§ Given records:
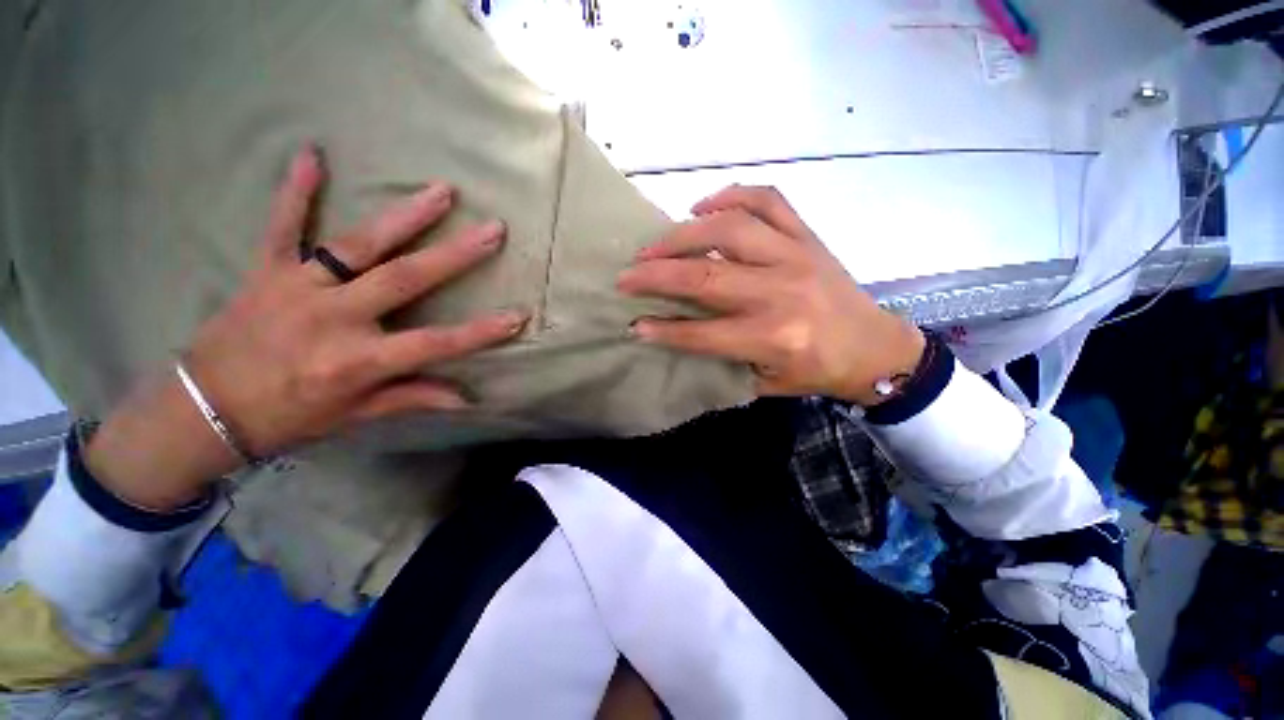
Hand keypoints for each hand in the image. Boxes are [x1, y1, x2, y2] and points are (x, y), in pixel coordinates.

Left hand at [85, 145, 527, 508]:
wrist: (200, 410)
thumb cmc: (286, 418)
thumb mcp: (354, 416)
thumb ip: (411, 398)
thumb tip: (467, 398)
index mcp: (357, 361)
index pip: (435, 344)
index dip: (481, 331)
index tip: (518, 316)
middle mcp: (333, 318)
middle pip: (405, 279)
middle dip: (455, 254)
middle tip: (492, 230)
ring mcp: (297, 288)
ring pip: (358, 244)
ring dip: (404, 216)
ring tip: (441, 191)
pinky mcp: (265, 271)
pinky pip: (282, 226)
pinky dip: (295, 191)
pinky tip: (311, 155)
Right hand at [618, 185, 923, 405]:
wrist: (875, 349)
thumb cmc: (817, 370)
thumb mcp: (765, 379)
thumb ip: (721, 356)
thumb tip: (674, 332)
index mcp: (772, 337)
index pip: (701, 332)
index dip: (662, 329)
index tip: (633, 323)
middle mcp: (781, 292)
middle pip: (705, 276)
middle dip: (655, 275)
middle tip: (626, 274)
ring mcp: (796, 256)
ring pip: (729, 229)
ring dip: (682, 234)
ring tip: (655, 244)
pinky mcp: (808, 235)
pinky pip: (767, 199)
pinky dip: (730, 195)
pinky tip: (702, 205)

* * *

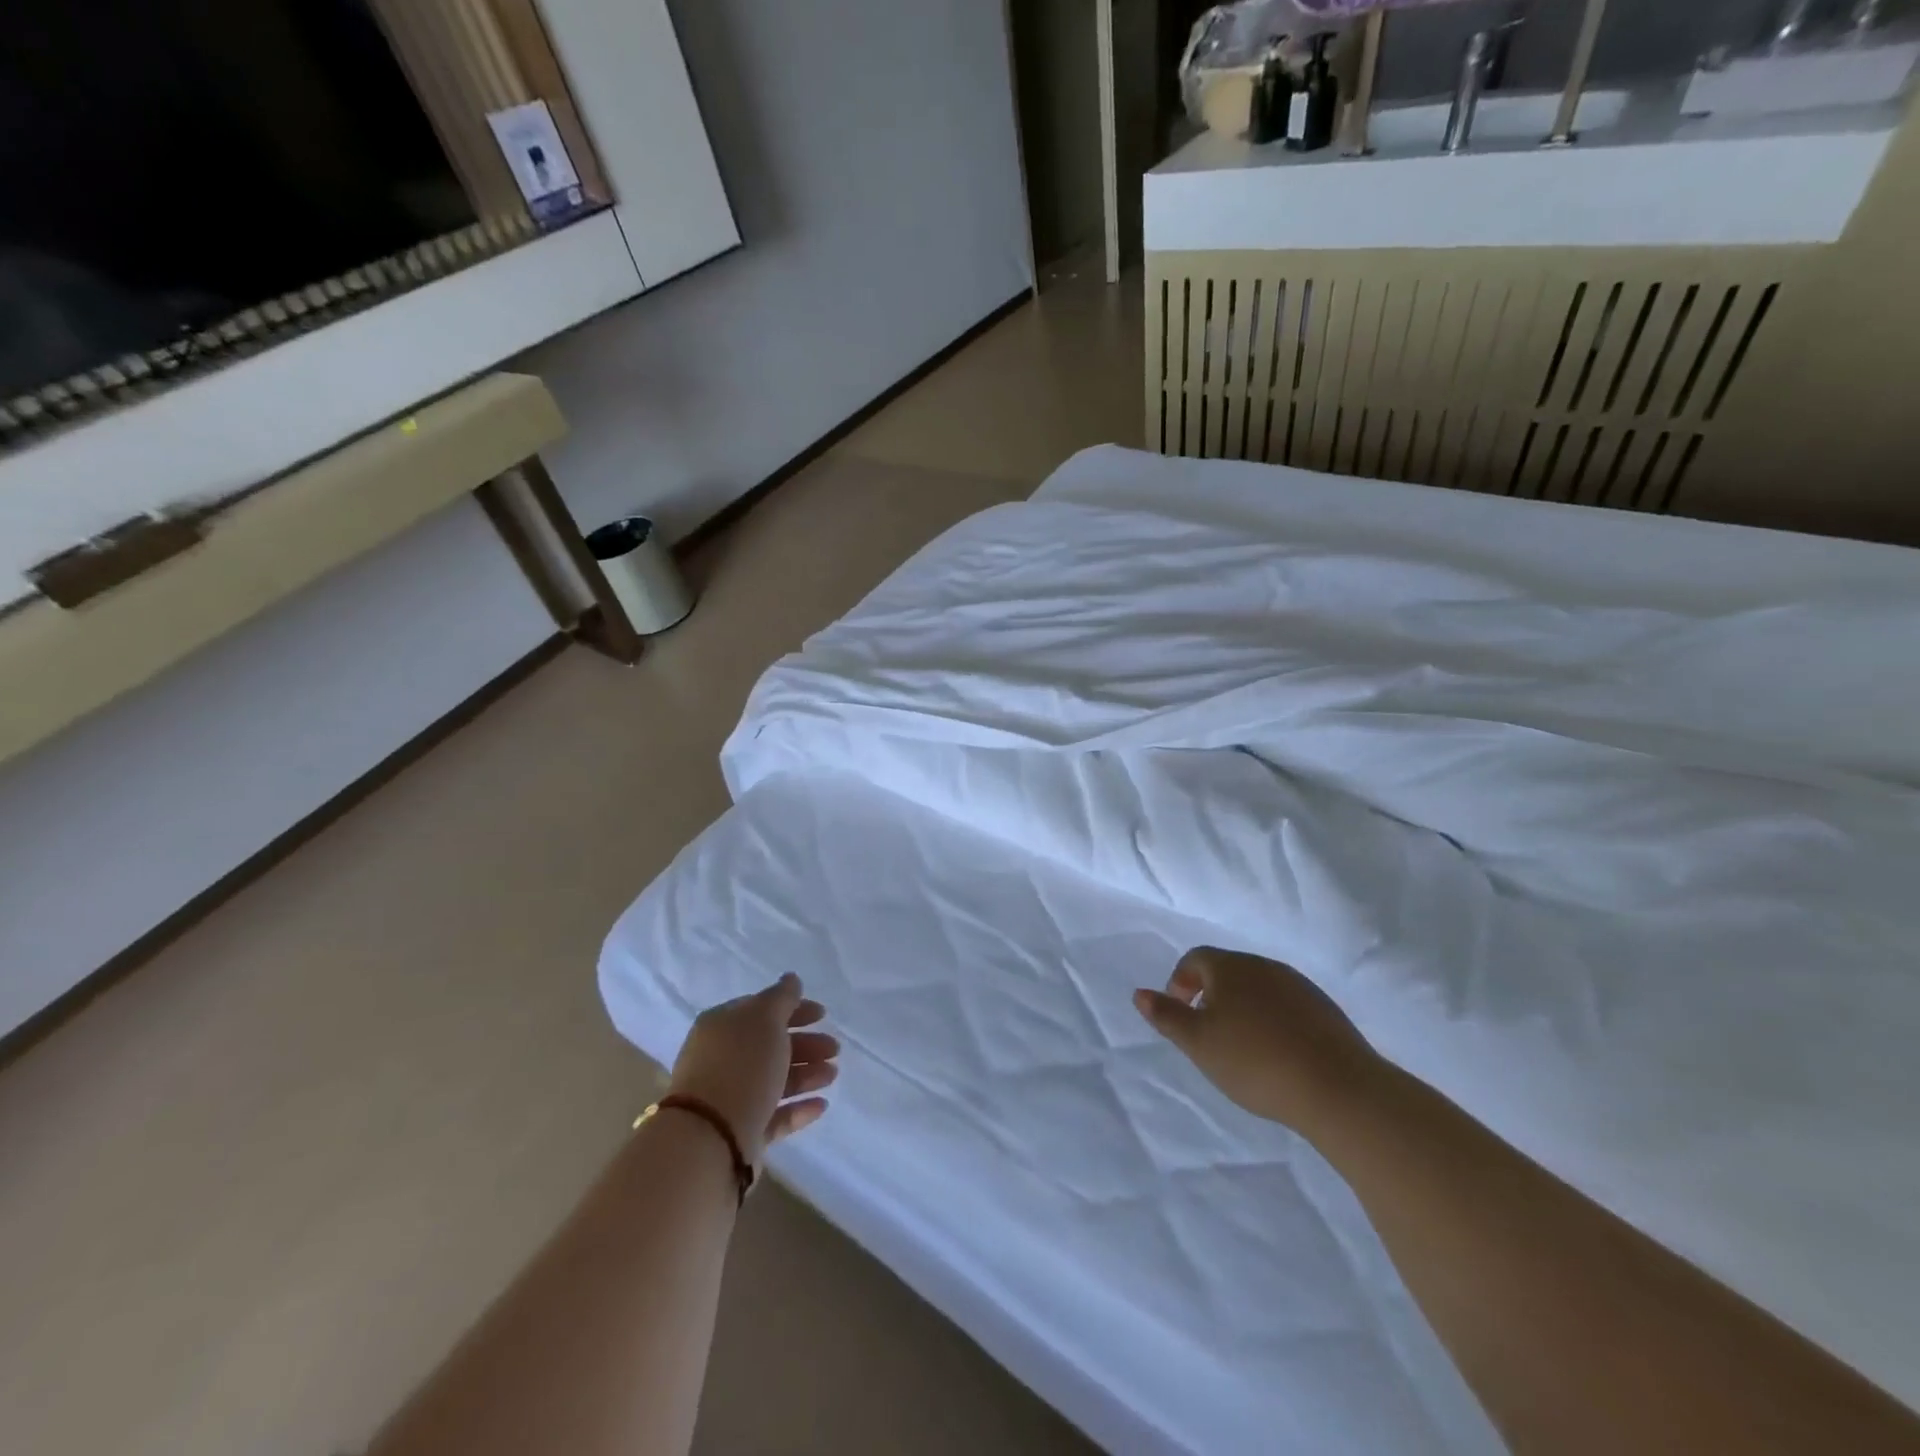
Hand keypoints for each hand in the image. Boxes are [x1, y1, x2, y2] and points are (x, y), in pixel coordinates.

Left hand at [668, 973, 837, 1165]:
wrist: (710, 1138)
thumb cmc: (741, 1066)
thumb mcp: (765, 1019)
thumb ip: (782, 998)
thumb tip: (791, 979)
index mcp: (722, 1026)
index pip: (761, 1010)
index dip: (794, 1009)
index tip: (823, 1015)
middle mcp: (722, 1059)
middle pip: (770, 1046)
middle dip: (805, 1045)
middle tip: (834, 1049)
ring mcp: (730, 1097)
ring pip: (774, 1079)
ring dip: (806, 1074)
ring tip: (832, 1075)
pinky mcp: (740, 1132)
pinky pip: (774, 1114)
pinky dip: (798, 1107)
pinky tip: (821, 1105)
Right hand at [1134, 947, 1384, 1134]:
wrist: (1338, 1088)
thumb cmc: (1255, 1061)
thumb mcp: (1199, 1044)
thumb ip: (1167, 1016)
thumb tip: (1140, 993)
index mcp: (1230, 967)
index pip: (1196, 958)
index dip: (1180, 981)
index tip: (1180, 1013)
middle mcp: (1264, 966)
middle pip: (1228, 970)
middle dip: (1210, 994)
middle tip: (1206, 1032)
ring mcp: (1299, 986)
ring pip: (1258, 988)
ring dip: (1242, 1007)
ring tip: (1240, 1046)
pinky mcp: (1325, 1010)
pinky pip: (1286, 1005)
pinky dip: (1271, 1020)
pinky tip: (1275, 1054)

§ Problem description: Your answer should be the exact lines above from the one with "pinky mcp: (740, 1132)" through the one with "pinky tip: (1275, 1054)", both included, and nothing besides.

§ Answer to the problem:
pinky mcp: (740, 1132)
pinky pip: (774, 1114)
pinky dip: (798, 1107)
pinky tip: (821, 1105)
Right hand at [1134, 947, 1384, 1134]:
wrist: (1338, 1088)
thumb cmc: (1255, 1061)
thumb mcp: (1199, 1044)
thumb ip: (1167, 1016)
thumb tip: (1140, 993)
index mcp: (1230, 967)
index pip: (1196, 958)
index dip: (1180, 981)
index tip: (1180, 1013)
middle mcp: (1264, 966)
middle pip: (1228, 970)
middle dip: (1210, 994)
middle tip: (1206, 1032)
ring mcp: (1299, 986)
ring pip: (1258, 988)
ring dip: (1242, 1007)
ring tip: (1240, 1046)
pinky mcp: (1325, 1010)
pinky pip: (1286, 1005)
pinky dip: (1271, 1020)
pinky tip: (1275, 1054)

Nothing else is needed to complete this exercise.